Set the "attributeSelectionMethod" parameter to No Attribute Selection and the
 "eliminateColinearAttributes" parameter of linear regression to False
so that your linear regression formula includes all the predicting attributes.
 
- (45 points) Regression Trees and Model Trees 
 Follow the procedure described in the textbook to construct a model tree and a 
regression tree to solve this numeric prediction problem. 
Remember to:
 -  (5 points)
     Start by translating the nominal attribute GENDER into 
     boolean/numeric attributes.
     This is done by taking the average of the CLASS values associated
     with each of the gender values Female, Male.
     Sort them in decresing order by average. Now, create new boolean
     attributes, one for each possible split of these nominal values
     in the order listed.
     After this translation, all the predicting attributes are numeric.
 
-  (5 points) Sort the values of each attribute in say increasing order.

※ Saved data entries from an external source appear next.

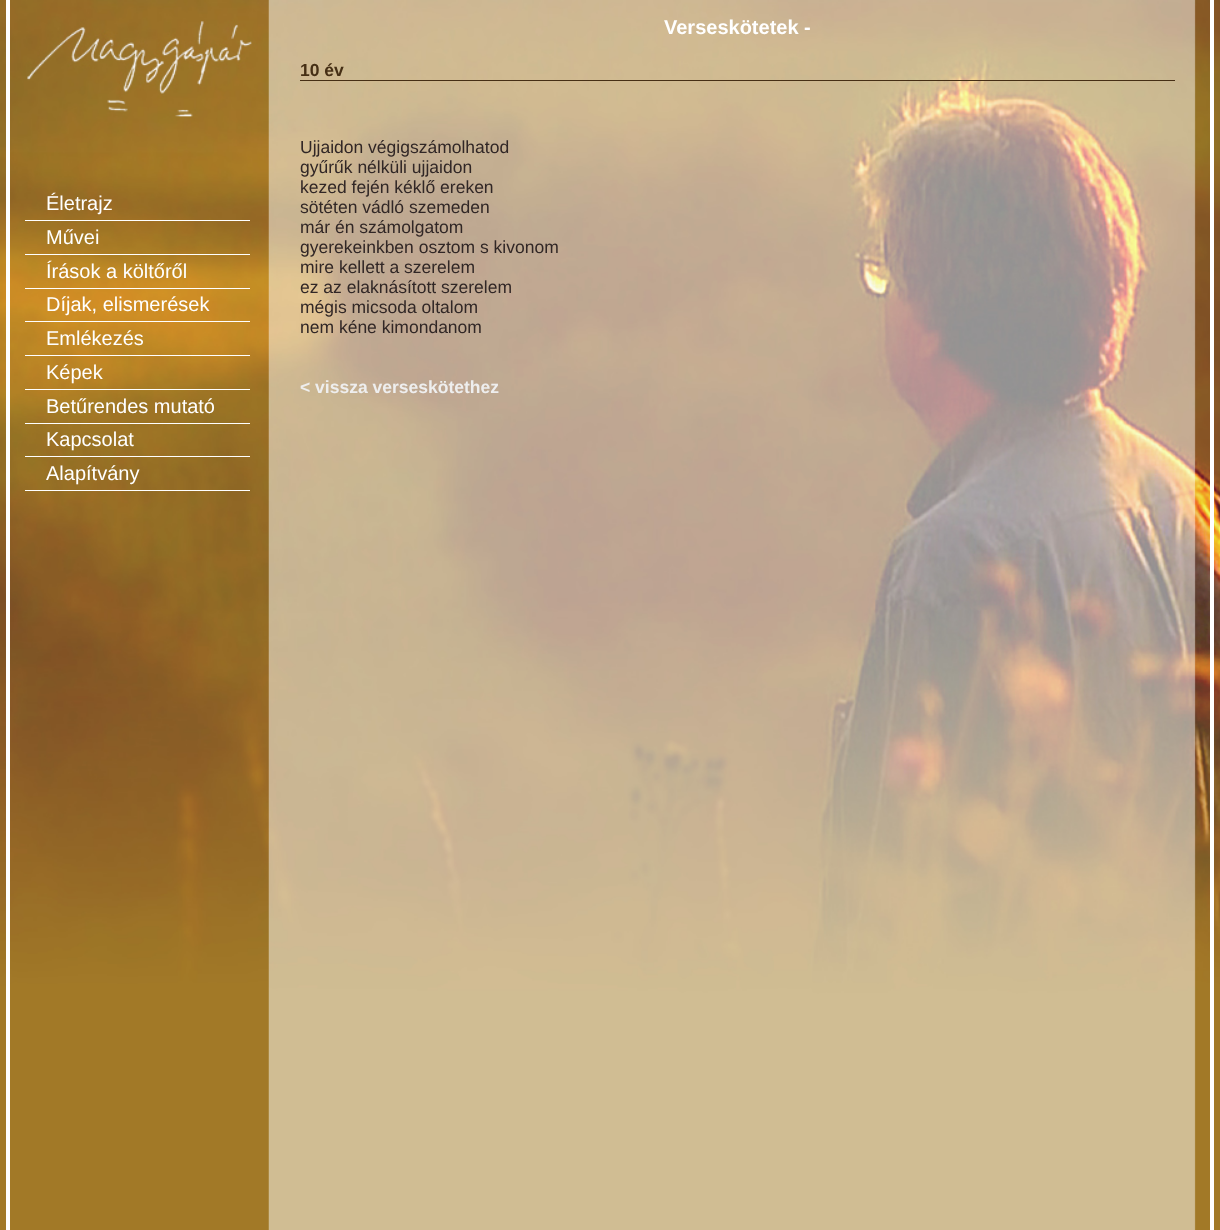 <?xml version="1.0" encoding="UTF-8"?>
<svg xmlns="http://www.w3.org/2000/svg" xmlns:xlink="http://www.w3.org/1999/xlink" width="1220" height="1230">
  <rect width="100%" height="100%" fill="#ffffff" />
  <image x="0" y="0" width="1220" height="1230" xlink:href="image1.png" />
  <rect x="1210" width="4" height="1230" fill="#ffffff" />
  <rect x="6" width="4" height="1230" fill="#ffffff" />
  <rect x="300" y="80" width="875" height="1" fill="#462f15" />
  <rect x="25" y="220" width="225" height="1" fill="#ffffff" />
  <rect x="25" y="254" width="225" height="1" fill="#ffffff" />
  <rect x="25" y="288" width="225" height="1" fill="#ffffff" />
  <rect x="25" y="321" width="225" height="1" fill="#ffffff" />
  <rect x="25" y="355" width="225" height="1" fill="#ffffff" />
  <rect x="25" y="389" width="225" height="1" fill="#ffffff" />
  <rect x="25" y="423" width="225" height="1" fill="#ffffff" />
  <rect x="25" y="456" width="225" height="1" fill="#ffffff" />
  <rect x="25" y="490" width="225" height="1" fill="#ffffff" />
  <text x="664" y="34" style="font-family: Liberation Sans; font-size: 20px; font-weight: bold; fill: #ffffff">Verseskötetek -</text>
  <text x="300" y="76" style="font-family: Liberation Sans; font-size: 17.5px; font-weight: bold; fill: #462f15">10 év</text>
  <text x="46" y="210" style="font-family: Liberation Sans; font-size: 20px; fill: #ffffff">Életrajz</text>
  <text x="46" y="244" style="font-family: Liberation Sans; font-size: 20px; fill: #ffffff">Művei</text>
  <text x="46" y="278" style="font-family: Liberation Sans; font-size: 20px; fill: #ffffff">Írások a költőről</text>
  <text x="46" y="311" style="font-family: Liberation Sans; font-size: 20px; fill: #ffffff">Díjak, elismerések</text>
  <text x="46" y="345" style="font-family: Liberation Sans; font-size: 20px; fill: #ffffff">Emlékezés</text>
  <text x="46" y="379" style="font-family: Liberation Sans; font-size: 20px; fill: #ffffff">Képek</text>
  <text x="46" y="413" style="font-family: Liberation Sans; font-size: 20px; fill: #ffffff">Betűrendes mutató</text>
  <text x="46" y="446" style="font-family: Liberation Sans; font-size: 20px; fill: #ffffff">Kapcsolat</text>
  <text x="46" y="480" style="font-family: Liberation Sans; font-size: 20px; fill: #ffffff">Alapítvány</text>
  <text x="300" y="153" style="font-family: Liberation Sans; font-size: 17.5px; fill: #312726">Ujjaidon végigszámolhatod</text>
  <text x="300" y="173" style="font-family: Liberation Sans; font-size: 17.5px; fill: #312726">gyűrűk nélküli ujjaidon</text>
  <text x="300" y="193" style="font-family: Liberation Sans; font-size: 17.5px; fill: #312726">kezed fején kéklő ereken</text>
  <text x="300" y="213" style="font-family: Liberation Sans; font-size: 17.5px; fill: #312726">sötéten vádló szemeden</text>
  <text x="300" y="233" style="font-family: Liberation Sans; font-size: 17.5px; fill: #312726">már én számolgatom</text>
  <text x="300" y="253" style="font-family: Liberation Sans; font-size: 17.5px; fill: #312726">gyerekeinkben osztom s kivonom</text>
  <text x="300" y="273" style="font-family: Liberation Sans; font-size: 17.5px; fill: #312726">mire kellett a szerelem</text>
  <text x="300" y="293" style="font-family: Liberation Sans; font-size: 17.5px; fill: #312726">ez az elaknásított szerelem</text>
  <text x="300" y="313" style="font-family: Liberation Sans; font-size: 17.5px; fill: #312726">mégis micsoda oltalom</text>
  <text x="300" y="333" style="font-family: Liberation Sans; font-size: 17.5px; fill: #312726">nem kéne kimondanom</text>
  <text x="300" y="393" style="font-family: Liberation Sans; font-size: 17.5px; font-weight: bold; fill: #eeeeee">&lt; vissza verseskötethez</text>
</svg>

     Define a "split point" of an attribute as the midpoint between two
     subsequent values of the attribute.
 
-  (5 points) Consider the set of split points of all attributes.
     Select as the condition for the root node on your tree,
     the split point that maximizes the value of the following formula:
     
   SDR = sd(CLASS over all instances)
         - ((k1/n)*sd(CLASS of instances with attribute value below split point)
            + (k2/n)*sd(CLASS of instances with attribute value above split point))
   where sd stands for standard deviation.
   k1 is the number of instances with attribute value below split point.
   k2 is the number of instances with attribute value above split point.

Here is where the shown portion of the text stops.